Ryan flies again, these warmer days, his 10 year hiatus from the air thankfully broken with all the nerve-electrifying, pulse-quickening intensity of falling backwards into a dream and re-learning to defy the gravity of fear. He battles these things: a racing heart and the uncertainty of thinner air; a stifled helplessness descending into his throat him like a woolen ghost; a blinding desire for the permanence of sidewalks and rain.

Yet he sits, synapses afire with all the urgency of internal lightning, wondering at the future possibility of alternative modes of travel and battling contemplation about the physics of things and how planes stay in the air in the first place. This whirring contraption of aluminum and hope would transport him home in the most efficient, time-effective means possible, and that was all that kept him strapped soberly in his seat.

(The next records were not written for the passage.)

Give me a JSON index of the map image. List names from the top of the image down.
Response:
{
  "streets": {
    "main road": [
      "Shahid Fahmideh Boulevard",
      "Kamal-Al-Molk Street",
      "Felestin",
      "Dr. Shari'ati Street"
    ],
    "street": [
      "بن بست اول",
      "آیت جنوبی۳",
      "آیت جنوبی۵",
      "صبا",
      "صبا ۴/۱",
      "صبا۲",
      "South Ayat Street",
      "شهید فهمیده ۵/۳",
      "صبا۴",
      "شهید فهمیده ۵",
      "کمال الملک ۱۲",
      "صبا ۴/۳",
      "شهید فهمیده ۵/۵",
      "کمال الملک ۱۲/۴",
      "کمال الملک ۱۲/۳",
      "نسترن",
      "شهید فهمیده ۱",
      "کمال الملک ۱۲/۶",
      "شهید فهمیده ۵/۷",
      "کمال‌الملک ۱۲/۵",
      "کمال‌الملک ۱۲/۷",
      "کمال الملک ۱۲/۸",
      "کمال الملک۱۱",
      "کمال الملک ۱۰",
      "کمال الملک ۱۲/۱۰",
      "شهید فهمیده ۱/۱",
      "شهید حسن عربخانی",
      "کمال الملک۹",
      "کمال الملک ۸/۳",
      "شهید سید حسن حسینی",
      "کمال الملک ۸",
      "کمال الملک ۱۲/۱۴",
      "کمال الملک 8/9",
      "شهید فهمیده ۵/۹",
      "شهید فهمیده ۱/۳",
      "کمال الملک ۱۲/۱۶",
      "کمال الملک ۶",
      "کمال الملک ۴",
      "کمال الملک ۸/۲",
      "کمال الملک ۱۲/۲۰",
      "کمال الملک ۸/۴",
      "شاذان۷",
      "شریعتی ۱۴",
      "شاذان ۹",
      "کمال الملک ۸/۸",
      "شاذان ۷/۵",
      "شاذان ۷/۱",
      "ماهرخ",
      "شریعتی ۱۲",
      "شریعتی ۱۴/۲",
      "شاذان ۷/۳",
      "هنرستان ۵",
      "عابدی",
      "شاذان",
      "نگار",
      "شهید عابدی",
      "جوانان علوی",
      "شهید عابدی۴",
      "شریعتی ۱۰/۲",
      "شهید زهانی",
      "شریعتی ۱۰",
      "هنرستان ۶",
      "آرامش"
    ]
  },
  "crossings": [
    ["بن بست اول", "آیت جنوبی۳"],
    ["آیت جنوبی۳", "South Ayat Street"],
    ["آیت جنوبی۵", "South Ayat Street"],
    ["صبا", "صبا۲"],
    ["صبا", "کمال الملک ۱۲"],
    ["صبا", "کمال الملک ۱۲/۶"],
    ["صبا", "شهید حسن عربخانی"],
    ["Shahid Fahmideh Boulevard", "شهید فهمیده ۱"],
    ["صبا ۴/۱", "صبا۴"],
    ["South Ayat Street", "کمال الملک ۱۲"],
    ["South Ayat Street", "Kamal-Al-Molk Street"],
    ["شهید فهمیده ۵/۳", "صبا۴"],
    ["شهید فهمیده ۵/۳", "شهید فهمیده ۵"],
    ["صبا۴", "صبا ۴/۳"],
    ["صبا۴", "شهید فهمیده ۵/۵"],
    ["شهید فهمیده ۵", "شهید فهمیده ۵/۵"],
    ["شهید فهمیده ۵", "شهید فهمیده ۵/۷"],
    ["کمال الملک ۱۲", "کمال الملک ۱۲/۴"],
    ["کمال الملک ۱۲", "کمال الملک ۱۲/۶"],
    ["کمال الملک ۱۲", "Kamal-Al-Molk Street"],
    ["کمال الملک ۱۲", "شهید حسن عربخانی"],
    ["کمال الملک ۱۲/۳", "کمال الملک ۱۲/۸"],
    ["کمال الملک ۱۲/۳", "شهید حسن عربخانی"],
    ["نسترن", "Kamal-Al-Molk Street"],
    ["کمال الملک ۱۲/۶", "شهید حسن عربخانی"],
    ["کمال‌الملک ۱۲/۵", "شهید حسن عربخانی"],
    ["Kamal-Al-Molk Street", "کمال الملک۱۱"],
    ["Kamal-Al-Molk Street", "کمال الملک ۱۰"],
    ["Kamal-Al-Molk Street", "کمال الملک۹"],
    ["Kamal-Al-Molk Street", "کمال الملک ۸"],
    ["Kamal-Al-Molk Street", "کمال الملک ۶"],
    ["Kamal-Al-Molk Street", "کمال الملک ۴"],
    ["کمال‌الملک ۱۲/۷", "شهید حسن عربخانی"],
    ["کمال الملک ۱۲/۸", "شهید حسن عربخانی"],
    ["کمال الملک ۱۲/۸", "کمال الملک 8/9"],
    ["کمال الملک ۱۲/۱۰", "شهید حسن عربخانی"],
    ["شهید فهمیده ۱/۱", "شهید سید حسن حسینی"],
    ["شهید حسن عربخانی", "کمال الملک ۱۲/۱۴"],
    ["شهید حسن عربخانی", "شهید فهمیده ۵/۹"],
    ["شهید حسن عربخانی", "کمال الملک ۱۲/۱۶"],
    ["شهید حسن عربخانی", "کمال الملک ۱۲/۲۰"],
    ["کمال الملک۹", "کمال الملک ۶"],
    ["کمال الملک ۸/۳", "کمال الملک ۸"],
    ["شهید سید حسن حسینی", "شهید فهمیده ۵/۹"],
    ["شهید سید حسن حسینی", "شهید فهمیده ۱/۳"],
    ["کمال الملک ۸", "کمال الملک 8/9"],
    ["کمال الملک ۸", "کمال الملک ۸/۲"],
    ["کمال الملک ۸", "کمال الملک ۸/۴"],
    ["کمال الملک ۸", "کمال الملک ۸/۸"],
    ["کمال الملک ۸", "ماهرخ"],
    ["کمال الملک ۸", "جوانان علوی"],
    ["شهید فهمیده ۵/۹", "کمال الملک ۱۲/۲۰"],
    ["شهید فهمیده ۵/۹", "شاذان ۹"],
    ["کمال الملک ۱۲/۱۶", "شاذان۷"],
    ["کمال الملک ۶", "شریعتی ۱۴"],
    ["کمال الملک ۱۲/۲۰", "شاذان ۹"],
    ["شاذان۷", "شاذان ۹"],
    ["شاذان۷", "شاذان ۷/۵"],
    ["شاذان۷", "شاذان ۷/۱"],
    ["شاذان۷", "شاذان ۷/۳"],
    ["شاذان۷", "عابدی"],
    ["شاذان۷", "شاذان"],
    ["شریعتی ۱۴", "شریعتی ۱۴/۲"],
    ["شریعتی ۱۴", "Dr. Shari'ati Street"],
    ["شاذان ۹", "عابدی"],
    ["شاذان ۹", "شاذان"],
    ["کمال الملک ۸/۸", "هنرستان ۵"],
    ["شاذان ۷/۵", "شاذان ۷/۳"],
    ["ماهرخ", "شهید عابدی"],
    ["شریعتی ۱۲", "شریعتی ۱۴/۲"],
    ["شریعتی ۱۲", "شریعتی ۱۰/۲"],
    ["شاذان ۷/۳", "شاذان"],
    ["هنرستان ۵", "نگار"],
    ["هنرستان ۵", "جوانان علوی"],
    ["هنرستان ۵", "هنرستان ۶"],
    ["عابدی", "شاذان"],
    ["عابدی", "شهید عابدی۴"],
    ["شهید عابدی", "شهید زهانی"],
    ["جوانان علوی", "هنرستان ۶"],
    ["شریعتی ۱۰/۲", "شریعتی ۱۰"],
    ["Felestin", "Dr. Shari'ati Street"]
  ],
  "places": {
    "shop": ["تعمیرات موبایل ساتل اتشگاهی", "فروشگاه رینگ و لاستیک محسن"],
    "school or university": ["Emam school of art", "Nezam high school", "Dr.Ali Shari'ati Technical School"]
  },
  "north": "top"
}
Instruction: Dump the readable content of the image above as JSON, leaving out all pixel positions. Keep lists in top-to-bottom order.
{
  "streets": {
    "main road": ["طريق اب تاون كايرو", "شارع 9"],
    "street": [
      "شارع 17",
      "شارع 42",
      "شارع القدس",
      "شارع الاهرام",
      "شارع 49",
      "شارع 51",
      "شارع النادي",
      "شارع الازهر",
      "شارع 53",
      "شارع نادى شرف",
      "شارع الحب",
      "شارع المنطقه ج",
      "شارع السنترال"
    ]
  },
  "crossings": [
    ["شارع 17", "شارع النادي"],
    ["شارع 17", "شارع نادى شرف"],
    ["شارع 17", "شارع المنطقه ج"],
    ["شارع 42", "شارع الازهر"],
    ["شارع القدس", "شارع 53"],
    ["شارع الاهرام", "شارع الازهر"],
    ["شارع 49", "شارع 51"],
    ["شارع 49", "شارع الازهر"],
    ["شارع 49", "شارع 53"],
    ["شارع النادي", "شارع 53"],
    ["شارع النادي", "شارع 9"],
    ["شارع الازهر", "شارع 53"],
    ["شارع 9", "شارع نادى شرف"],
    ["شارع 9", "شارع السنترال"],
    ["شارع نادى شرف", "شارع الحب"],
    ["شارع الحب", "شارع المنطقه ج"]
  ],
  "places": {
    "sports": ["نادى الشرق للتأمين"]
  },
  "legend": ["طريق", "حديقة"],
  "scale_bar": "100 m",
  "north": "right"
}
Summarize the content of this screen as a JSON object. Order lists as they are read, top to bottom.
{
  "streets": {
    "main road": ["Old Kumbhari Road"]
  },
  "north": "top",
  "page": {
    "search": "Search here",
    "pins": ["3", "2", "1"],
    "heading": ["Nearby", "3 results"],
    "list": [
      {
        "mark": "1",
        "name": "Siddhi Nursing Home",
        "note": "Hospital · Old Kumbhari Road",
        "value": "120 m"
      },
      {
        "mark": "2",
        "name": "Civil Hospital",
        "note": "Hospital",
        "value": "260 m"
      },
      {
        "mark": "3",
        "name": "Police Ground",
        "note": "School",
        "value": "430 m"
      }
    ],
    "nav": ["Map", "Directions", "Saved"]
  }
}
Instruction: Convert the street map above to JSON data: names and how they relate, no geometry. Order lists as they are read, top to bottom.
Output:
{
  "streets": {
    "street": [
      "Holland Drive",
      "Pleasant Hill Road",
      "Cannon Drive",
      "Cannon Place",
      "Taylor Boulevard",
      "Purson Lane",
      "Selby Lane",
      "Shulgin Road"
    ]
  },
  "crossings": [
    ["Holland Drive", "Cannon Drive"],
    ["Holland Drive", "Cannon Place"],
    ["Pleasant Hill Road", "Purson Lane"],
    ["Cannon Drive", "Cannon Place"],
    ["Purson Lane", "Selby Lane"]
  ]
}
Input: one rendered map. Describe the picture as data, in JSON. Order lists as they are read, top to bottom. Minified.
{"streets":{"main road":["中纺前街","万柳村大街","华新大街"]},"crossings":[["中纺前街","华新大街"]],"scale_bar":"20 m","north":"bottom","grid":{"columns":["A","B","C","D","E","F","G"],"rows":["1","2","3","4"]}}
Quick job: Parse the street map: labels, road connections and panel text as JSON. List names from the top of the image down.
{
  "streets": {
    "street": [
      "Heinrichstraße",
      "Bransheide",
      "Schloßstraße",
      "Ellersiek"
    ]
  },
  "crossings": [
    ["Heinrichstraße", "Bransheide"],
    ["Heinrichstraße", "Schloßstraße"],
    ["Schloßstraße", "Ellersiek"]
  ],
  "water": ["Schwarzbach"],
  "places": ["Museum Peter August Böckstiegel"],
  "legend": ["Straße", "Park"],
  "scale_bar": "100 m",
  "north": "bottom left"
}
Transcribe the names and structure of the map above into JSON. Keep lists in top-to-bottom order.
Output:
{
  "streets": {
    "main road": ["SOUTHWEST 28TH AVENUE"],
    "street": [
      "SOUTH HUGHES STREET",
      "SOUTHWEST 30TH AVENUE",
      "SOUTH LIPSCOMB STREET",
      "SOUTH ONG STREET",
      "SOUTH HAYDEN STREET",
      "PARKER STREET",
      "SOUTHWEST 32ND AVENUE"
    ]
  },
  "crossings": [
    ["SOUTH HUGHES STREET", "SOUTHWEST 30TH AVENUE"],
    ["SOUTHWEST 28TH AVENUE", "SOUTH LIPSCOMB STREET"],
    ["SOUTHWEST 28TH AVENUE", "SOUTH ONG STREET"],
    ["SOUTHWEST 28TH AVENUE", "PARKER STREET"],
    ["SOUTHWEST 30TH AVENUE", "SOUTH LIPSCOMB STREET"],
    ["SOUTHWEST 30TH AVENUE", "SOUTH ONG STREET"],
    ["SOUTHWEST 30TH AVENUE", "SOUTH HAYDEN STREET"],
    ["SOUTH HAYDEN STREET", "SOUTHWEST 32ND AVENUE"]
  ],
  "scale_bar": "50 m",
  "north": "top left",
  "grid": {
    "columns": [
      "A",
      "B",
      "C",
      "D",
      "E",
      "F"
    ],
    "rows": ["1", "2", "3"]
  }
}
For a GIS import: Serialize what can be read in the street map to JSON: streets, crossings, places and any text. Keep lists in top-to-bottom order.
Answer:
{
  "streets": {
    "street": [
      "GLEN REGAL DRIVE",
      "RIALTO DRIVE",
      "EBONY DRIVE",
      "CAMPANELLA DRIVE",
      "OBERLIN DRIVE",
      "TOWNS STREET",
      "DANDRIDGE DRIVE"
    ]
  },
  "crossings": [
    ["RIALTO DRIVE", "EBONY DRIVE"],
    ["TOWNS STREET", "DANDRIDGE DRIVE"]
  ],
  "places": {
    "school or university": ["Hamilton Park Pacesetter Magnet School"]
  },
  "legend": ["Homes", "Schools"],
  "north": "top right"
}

We’d arranged it weeks ago, my brother and I, this chart-topping surprise visit for my parents, who were bound to dissolve in tears at his unexpected appearance (so long as I managed not to do anything to ruin the surprise). They thought he was coming a week later, so the unprecedented shock on their faces (not to mention the exclamations and uncontrollable tears, hugs and smiles) on Saturday morning, right in the middle of prime-time Panera, was one of the most poignant and unforgettable family moments we quite possibly might ever have. I’m sure the people in Panera were quite entertained and confused by the demonstrative reunion (especially after we immediately left to have brunch somewhere else instead – but hey, Panera is always a fabulous meeting spot).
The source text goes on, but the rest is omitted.